Problem details — Search the records for "dead". Report every line where it occurs.

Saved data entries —

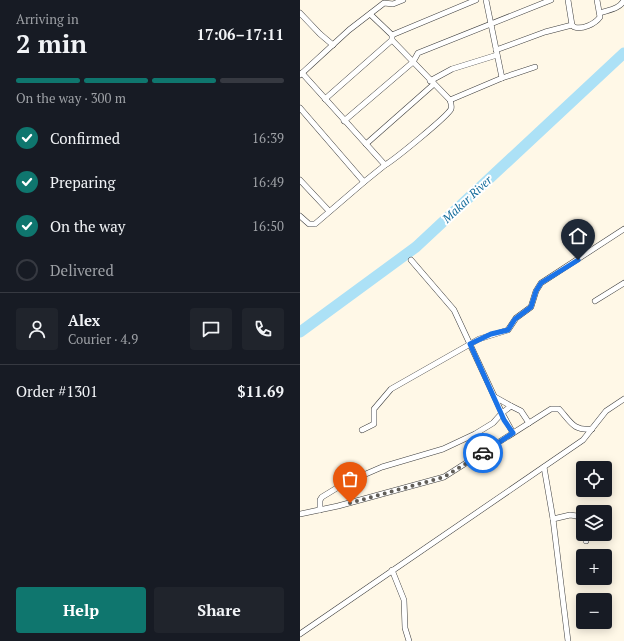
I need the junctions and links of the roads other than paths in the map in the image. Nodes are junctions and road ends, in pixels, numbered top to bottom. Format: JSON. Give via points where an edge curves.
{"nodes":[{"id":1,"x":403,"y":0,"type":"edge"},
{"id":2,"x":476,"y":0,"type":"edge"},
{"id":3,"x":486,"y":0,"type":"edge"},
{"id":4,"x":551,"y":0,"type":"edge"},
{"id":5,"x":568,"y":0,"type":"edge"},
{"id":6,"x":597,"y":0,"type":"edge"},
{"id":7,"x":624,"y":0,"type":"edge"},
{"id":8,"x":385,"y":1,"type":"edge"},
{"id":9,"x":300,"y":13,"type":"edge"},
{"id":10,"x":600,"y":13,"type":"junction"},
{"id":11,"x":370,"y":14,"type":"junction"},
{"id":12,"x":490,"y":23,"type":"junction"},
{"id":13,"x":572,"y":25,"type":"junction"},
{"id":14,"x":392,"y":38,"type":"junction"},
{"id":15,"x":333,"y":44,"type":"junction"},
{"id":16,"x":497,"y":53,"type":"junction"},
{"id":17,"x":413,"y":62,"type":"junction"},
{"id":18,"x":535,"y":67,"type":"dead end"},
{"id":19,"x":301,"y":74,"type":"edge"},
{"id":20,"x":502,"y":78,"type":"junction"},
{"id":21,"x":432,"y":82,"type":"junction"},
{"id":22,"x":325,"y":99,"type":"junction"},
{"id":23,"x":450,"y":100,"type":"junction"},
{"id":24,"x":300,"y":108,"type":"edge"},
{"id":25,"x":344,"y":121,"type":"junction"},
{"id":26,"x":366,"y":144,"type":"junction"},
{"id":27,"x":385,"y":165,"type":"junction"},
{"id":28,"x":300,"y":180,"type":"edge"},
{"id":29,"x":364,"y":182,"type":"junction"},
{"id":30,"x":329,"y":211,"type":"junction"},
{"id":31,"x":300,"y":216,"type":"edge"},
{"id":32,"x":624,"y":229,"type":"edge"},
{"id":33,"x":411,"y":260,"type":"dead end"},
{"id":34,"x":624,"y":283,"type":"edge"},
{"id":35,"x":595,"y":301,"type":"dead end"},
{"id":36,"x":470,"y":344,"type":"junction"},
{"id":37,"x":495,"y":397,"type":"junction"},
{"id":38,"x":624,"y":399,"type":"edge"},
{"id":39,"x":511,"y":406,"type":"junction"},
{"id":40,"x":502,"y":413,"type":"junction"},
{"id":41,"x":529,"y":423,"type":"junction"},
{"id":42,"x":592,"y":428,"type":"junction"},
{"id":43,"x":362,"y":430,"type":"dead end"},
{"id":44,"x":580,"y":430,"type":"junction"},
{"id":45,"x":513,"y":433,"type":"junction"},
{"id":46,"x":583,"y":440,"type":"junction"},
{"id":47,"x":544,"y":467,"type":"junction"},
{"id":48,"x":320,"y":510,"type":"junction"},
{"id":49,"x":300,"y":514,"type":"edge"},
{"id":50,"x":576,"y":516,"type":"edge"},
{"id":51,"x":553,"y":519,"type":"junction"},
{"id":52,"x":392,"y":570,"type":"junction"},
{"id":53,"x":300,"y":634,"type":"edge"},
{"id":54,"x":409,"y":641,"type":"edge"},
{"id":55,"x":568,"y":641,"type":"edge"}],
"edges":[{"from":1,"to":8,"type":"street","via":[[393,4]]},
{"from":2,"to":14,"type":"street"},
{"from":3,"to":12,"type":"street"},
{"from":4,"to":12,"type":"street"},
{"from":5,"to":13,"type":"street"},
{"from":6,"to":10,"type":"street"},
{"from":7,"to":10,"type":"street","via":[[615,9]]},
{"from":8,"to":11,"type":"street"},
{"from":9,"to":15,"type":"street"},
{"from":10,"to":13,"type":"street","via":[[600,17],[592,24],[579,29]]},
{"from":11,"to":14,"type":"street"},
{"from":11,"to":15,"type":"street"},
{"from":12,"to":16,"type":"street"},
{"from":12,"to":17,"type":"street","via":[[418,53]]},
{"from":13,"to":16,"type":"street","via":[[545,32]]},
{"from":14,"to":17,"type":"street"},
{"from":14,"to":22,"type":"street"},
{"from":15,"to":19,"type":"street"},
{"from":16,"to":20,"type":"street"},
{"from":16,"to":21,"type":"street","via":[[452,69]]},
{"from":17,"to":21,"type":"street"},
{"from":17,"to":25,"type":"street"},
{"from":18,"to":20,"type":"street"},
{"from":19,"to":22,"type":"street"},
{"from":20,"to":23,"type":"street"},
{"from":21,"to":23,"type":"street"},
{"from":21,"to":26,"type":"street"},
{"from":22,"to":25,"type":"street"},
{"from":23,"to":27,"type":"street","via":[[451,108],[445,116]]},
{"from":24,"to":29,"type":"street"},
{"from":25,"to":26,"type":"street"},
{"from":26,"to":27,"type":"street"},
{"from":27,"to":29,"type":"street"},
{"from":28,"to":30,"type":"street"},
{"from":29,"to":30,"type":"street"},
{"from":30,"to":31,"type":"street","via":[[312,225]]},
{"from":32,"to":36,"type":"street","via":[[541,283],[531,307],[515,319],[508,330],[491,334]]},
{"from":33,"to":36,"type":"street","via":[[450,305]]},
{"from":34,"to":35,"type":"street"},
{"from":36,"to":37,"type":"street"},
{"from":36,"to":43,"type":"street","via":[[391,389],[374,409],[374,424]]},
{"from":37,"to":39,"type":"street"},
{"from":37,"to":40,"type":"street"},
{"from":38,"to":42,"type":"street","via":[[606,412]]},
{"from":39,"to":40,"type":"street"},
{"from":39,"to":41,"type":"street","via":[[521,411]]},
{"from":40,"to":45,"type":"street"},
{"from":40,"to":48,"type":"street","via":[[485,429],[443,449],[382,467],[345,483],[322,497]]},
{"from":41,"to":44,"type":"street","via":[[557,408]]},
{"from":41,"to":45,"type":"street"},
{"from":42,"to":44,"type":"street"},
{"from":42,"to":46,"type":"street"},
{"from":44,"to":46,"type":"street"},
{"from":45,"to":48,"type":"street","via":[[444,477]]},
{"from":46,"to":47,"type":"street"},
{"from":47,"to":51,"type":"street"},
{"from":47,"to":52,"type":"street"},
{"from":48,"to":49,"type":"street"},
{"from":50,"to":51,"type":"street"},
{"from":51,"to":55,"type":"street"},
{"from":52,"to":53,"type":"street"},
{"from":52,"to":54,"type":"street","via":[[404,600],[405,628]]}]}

Problem solution —
{"id":18,"x":535,"y":67,"type":"dead end"},
{"id":33,"x":411,"y":260,"type":"dead end"},
{"id":35,"x":595,"y":301,"type":"dead end"},
{"id":43,"x":362,"y":430,"type":"dead end"},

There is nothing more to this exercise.